Although most surgeons prefer to use traction as Dr. Kim did, I rarely use pre-operative traction, which has several negatives. First, a hospital stay can expose the patient to hospital-acquired pathogens. Second, rheumatoids with fragile skin can develop decubitus ulcers. Third, pre-operative traction adds to the cost of surgery. Finally, what takes days to achieve with the patient awake can almost always be achieved in seconds to minutes with them under general anesthesia and muscle relaxants. What cannot be achieved with intra-operative traction can be achieved with distraction instrumentation.

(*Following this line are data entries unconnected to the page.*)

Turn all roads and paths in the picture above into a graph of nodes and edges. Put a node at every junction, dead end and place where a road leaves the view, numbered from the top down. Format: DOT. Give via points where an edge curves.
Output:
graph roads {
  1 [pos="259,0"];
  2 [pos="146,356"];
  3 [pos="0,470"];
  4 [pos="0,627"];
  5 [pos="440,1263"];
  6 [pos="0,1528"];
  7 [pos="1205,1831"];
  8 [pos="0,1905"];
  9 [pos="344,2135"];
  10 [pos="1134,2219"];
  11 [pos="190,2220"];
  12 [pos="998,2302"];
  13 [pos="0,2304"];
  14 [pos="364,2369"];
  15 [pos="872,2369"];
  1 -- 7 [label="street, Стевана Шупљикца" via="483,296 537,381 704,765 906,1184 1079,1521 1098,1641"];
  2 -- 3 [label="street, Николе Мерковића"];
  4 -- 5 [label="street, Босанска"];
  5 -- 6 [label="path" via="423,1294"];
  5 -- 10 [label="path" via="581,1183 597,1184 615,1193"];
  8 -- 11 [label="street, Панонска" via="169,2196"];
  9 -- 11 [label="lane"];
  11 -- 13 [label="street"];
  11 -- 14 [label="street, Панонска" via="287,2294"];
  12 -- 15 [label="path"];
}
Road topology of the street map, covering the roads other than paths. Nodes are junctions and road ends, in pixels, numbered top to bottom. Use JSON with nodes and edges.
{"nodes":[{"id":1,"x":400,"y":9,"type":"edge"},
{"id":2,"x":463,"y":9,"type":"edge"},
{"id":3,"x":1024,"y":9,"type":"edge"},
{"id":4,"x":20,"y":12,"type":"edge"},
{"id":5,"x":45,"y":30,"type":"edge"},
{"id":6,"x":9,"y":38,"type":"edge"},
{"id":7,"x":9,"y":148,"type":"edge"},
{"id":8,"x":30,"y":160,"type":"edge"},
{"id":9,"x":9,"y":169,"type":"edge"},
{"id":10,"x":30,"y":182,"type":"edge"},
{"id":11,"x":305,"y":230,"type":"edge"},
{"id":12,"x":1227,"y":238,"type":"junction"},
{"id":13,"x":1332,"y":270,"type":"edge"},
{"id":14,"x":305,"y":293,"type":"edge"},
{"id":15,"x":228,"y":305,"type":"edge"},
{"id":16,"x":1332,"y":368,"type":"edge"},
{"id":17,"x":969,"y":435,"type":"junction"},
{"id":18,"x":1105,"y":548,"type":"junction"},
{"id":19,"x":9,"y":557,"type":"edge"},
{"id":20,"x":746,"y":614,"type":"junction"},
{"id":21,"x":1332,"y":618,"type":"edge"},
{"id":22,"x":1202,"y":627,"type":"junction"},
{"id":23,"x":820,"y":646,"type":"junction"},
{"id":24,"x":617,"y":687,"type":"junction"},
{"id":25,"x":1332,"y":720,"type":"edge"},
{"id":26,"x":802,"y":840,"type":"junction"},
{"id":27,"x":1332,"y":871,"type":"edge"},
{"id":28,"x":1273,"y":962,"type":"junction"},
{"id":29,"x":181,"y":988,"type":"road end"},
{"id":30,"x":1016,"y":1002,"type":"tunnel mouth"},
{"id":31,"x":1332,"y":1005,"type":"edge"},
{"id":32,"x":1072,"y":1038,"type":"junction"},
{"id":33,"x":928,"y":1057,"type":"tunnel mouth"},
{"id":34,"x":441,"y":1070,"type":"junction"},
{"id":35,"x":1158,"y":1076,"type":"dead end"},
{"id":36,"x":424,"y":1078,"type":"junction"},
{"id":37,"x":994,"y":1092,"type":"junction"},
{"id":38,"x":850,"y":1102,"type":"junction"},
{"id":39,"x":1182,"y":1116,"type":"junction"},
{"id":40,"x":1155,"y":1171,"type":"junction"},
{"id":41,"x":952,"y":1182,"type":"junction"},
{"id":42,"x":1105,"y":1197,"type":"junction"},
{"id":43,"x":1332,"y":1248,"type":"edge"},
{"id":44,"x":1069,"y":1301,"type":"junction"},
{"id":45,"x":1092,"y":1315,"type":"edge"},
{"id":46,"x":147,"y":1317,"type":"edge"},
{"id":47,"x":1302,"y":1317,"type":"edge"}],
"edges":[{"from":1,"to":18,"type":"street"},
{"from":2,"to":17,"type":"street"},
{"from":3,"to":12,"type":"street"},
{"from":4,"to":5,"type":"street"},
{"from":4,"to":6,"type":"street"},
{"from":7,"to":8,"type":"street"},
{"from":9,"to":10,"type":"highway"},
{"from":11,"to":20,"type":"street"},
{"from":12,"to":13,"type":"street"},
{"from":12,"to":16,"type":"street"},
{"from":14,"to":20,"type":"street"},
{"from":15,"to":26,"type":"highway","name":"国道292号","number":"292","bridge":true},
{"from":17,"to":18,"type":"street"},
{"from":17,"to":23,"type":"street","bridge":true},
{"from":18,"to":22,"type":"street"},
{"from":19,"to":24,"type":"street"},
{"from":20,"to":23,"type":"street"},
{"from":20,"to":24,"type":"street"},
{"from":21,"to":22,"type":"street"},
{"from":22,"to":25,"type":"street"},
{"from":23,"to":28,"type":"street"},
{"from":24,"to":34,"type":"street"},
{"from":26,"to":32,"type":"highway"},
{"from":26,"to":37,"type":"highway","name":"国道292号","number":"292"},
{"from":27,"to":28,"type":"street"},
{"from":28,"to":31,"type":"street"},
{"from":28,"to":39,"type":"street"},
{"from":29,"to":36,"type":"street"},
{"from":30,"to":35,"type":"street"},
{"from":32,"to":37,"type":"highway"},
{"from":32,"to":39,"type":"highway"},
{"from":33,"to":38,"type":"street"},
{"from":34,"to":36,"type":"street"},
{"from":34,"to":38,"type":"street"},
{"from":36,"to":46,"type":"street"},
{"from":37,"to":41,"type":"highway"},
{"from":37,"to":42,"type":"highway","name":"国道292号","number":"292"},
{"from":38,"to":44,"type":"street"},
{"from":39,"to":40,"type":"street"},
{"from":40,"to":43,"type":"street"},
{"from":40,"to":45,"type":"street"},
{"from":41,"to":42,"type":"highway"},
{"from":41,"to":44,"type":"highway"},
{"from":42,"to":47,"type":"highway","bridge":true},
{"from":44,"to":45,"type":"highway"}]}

As far as decompression, my preference is to reserve it for patients who do not improve with stabilization or who are quadriparetic. I share the experience that others have had in treating patients with profound myelopathy with instrumented arthrodesis without decompression. It is rare to see someone who requires subsequent decompression. If a patient is quadriparetic, I believe that one can, with adequate distal fixation, distract the occipitocervical junction adequately to indirectly decompress the cranio-cervical junction. Abumi used cervical pedicle screws to achieve this, but one can get equivalent results if enough distal fixation is used. Alternatively, one can perform the arthrodesis and, if the patient is still symptomatic, perform transoral decompression.
In summary, I congratulate Dr. Kim for an excellent result. What is desperately needed in our literature is a well-done study that can guide us on the necessity of pre-operative traction, decompression, and fusion in rheumatoid patients with basilar invagination.